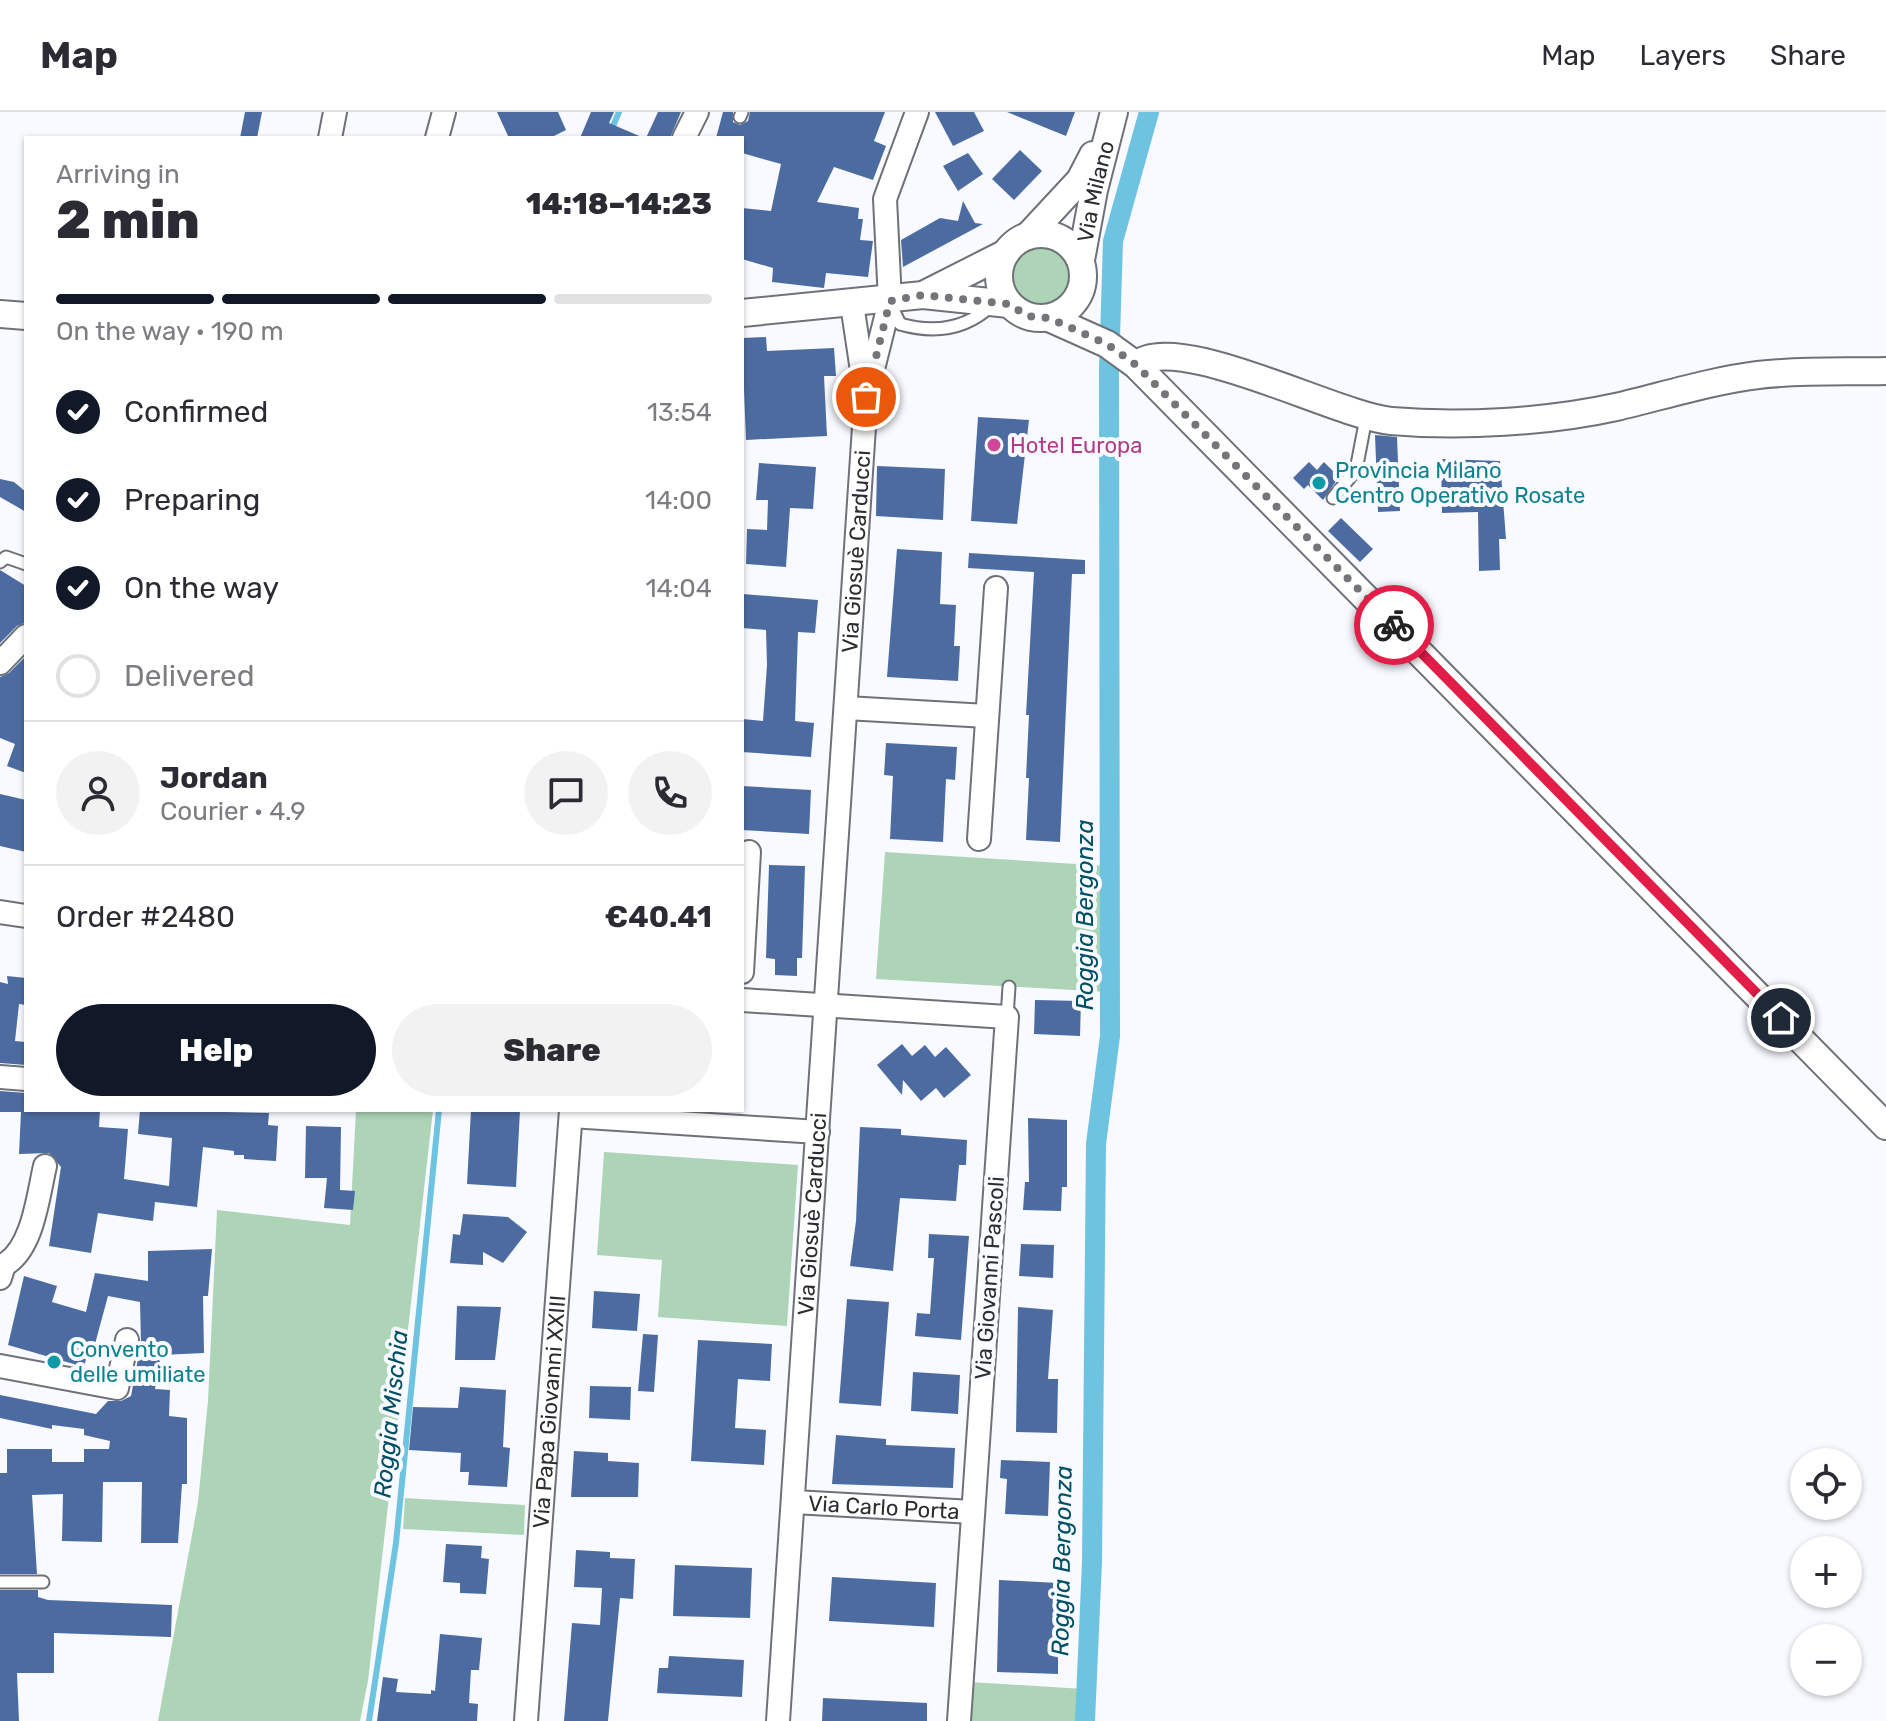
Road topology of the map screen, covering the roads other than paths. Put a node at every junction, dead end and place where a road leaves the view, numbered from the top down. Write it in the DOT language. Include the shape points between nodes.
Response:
graph roads {
  1 [pos="335,112"];
  2 [pos="444,112"];
  3 [pos="697,112"];
  4 [pos="917,112"];
  5 [pos="1112,118"];
  6 [pos="330,136"];
  7 [pos="438,136"];
  8 [pos="685,136"];
  9 [pos="1028,236"];
  10 [pos="1006,253"];
  11 [pos="1081,260"];
  12 [pos="1081,290"];
  13 [pos="923,295"];
  14 [pos="890,301"];
  15 [pos="852,304"];
  16 [pos="1001,304"];
  17 [pos="744,313"];
  18 [pos="0,314"];
  19 [pos="24,316"];
  20 [pos="1049,318"];
  21 [pos="1107,344"];
  22 [pos="1136,365"];
  23 [pos="1886,371"];
  24 [pos="866,397"];
  25 [pos="1366,418"];
  26 [pos="1333,498"];
  27 [pos="0,562"];
  28 [pos="24,563"];
  29 [pos="996,588"];
  30 [pos="24,638"];
  31 [pos="0,663"];
  32 [pos="846,708"];
  33 [pos="987,716"];
  34 [pos="979,839"];
  35 [pos="749,852"];
  36 [pos="0,912"];
  37 [pos="24,916"];
  38 [pos="744,938"];
  39 [pos="1009,987"];
  40 [pos="744,1000"];
  41 [pos="826,1006"];
  42 [pos="1007,1017"];
  43 [pos="0,1077"];
  44 [pos="24,1079"];
  45 [pos="571,1113"];
  46 [pos="1886,1126"];
  47 [pos="818,1132"];
  48 [pos="45,1166"];
  49 [pos="1,1267"];
  50 [pos="127,1340"];
  51 [pos="0,1366"];
  52 [pos="794,1502"];
  53 [pos="973,1512"];
  54 [pos="0,1582"];
  55 [pos="43,1582"];
  56 [pos="523,1718"];
  57 [pos="778,1721"];
  58 [pos="959,1721"];
  1 -- 6 [label="street"];
  2 -- 7 [label="street"];
  3 -- 8 [label="street"];
  4 -- 14 [label="street, Via Giosuè Carducci" via="885,199"];
  5 -- 9 [label="street, Via Milano" via="1080,180"];
  5 -- 11 [label="street, Via Milano"];
  9 -- 10 [label="street"];
  9 -- 11 [label="street" via="1057,237"];
  10 -- 13 [label="street"];
  10 -- 16 [label="street" via="999,273"];
  11 -- 12 [label="street"];
  12 -- 20 [label="street" via="1069,308"];
  12 -- 21 [label="street"];
  13 -- 14 [label="street"];
  13 -- 16 [label="street"];
  14 -- 15 [label="street"];
  14 -- 16 [label="lane" via="900,324 918,329 975,322"];
  14 -- 24 [label="street, Via Giosuè Carducci"];
  15 -- 17 [label="street"];
  15 -- 24 [label="street, Via Giosuè Carducci"];
  16 -- 20 [label="street" via="1027,316"];
  18 -- 19 [label="street"];
  20 -- 21 [label="street"];
  21 -- 22 [label="street"];
  22 -- 25 [label="street" via="1144,358 1175,356 1210,363"];
  22 -- 46 [label="street"];
  23 -- 25 [label="street" via="1762,374 1557,417 1450,422"];
  24 -- 32 [label="street, Via Giosuè Carducci"];
  25 -- 26 [label="lane" via="1356,470"];
  27 -- 28 [label="lane" via="6,557"];
  29 -- 33 [label="street"];
  30 -- 31 [label="street"];
  32 -- 33 [label="street"];
  32 -- 41 [label="street, Via Giosuè Carducci"];
  33 -- 34 [label="street"];
  35 -- 38 [label="street"];
  36 -- 37 [label="street"];
  39 -- 42 [label="lane"];
  40 -- 41 [label="street"];
  41 -- 42 [label="street"];
  41 -- 47 [label="street, Via Giosuè Carducci"];
  42 -- 53 [label="street, Via Giovanni Pascoli"];
  43 -- 44 [label="street"];
  45 -- 47 [label="street"];
  45 -- 56 [label="street, Via Papa Giovanni XXIII"];
  47 -- 52 [label="street, Via Giosuè Carducci"];
  48 -- 49 [label="street" via="26,1236 15,1259"];
  50 -- 51 [label="street" via="117,1388"];
  52 -- 53 [label="street, Via Carlo Porta"];
  52 -- 57 [label="street, Via Giosuè Carducci"];
  53 -- 58 [label="street, Via Giovanni Pascoli"];
  54 -- 55 [label="lane"];
}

▸ Task statement
Go through the data above and return each line containing the string "roads".

▸ Expected answer
Road topology of the map screen, covering the roads other than paths. Put a node at every junction, dead end and place where a road leaves the view, numbered from the top down. Write it in the DOT language. Include the shape points between nodes.
graph roads {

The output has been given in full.